(Collected data entries)

-------------------------

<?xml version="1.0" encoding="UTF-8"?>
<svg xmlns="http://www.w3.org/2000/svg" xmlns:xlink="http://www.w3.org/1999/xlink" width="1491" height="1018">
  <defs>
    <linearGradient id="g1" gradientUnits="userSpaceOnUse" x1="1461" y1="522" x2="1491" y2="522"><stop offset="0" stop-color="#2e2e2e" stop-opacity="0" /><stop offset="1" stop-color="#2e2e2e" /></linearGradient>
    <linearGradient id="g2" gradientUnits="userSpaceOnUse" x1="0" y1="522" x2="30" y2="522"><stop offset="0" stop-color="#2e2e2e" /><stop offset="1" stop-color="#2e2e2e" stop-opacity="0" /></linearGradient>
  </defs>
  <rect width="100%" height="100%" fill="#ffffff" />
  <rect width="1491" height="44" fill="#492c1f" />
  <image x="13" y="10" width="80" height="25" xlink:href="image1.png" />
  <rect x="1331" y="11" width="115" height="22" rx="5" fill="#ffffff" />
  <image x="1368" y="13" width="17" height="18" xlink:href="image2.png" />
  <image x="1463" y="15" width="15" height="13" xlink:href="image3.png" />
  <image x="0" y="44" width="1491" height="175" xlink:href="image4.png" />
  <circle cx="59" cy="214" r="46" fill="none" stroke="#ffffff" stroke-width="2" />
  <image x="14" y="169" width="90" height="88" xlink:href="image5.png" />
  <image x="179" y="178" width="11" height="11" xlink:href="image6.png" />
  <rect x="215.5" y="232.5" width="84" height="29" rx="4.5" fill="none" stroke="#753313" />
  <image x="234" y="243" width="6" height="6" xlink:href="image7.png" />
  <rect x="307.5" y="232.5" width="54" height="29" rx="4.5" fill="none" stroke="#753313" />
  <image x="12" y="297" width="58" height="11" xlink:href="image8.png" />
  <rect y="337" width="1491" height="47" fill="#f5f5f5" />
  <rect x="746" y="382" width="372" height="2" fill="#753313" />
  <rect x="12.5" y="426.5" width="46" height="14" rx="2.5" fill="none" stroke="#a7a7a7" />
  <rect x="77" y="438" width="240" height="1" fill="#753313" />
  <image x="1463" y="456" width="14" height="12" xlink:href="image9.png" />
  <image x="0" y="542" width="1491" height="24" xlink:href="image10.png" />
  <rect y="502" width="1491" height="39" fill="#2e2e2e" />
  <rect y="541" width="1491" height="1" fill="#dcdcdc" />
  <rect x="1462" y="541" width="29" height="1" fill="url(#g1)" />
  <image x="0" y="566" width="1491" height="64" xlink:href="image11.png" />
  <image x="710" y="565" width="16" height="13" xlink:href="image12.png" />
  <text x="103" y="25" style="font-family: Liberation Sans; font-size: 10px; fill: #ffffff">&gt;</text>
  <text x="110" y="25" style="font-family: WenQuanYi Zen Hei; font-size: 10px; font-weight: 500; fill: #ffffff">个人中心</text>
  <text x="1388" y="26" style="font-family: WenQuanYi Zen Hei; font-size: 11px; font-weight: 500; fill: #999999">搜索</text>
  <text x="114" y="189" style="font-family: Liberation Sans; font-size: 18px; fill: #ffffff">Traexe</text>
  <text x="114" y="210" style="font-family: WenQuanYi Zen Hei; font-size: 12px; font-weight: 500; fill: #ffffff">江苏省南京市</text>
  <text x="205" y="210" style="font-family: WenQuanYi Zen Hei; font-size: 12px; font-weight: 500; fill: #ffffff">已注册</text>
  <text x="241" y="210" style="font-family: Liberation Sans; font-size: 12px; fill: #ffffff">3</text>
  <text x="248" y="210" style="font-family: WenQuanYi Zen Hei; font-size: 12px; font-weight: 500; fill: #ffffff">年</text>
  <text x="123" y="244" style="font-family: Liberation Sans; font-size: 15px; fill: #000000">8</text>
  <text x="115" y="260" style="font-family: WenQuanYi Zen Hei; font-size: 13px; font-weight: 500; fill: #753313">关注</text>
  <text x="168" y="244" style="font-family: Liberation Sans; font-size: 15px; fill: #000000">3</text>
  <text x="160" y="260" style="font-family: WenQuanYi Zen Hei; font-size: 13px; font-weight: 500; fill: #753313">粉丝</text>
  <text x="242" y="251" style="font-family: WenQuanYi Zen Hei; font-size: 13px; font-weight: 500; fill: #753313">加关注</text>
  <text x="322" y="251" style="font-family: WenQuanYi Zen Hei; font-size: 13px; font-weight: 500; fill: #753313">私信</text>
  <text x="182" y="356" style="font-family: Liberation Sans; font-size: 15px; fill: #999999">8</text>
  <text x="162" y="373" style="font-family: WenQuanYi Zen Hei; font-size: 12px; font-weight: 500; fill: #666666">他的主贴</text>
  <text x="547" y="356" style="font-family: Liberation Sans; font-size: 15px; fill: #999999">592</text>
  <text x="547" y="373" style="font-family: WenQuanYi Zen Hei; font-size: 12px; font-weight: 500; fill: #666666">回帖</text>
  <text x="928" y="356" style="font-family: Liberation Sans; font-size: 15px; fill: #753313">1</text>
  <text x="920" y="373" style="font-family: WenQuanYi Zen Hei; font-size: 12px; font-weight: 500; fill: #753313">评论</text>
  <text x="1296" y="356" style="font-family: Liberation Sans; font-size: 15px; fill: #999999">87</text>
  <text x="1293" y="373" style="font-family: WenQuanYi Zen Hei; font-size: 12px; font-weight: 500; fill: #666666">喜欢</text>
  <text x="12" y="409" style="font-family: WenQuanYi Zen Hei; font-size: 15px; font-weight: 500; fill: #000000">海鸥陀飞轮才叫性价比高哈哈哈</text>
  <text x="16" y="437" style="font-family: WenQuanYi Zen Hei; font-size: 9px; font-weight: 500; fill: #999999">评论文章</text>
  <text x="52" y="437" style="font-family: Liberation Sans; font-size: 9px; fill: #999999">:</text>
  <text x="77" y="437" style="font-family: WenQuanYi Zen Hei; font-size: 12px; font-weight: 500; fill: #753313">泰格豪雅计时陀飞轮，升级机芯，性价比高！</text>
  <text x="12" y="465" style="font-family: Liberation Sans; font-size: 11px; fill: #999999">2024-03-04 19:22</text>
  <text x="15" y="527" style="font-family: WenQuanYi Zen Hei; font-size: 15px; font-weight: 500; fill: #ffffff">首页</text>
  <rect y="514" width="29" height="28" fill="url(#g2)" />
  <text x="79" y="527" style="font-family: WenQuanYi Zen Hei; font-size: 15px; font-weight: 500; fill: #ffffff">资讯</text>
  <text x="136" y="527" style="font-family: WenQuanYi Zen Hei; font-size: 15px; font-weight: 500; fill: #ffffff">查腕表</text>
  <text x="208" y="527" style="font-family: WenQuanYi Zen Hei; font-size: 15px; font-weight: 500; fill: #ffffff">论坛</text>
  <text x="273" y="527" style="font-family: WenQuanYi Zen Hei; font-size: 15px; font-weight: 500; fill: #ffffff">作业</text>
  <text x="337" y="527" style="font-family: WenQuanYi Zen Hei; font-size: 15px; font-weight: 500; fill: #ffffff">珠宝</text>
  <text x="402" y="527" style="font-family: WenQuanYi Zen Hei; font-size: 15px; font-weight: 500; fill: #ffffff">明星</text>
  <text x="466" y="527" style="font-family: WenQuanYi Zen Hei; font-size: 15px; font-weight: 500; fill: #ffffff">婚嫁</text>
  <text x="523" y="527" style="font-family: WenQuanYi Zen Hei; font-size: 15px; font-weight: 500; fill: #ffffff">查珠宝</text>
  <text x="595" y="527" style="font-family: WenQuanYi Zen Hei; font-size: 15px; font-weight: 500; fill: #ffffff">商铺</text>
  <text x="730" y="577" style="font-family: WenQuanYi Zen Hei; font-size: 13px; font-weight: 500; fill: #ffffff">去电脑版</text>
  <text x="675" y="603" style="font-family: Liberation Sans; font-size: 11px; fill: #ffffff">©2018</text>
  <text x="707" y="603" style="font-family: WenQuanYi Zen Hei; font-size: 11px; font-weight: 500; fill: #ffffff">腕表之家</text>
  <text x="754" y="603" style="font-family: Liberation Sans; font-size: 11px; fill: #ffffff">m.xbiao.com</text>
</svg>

-------------------------

*What you should do*
Look through the entries above and report each line where the string "userSpaceOnUse" occurs.

*Response*
    <linearGradient id="g1" gradientUnits="userSpaceOnUse" x1="1461" y1="522" x2="1491" y2="522"><stop offset="0" stop-color="#2e2e2e" stop-opacity="0" /><stop offset="1" stop-color="#2e2e2e" /></linearGradient>
    <linearGradient id="g2" gradientUnits="userSpaceOnUse" x1="0" y1="522" x2="30" y2="522"><stop offset="0" stop-color="#2e2e2e" /><stop offset="1" stop-color="#2e2e2e" stop-opacity="0" /></linearGradient>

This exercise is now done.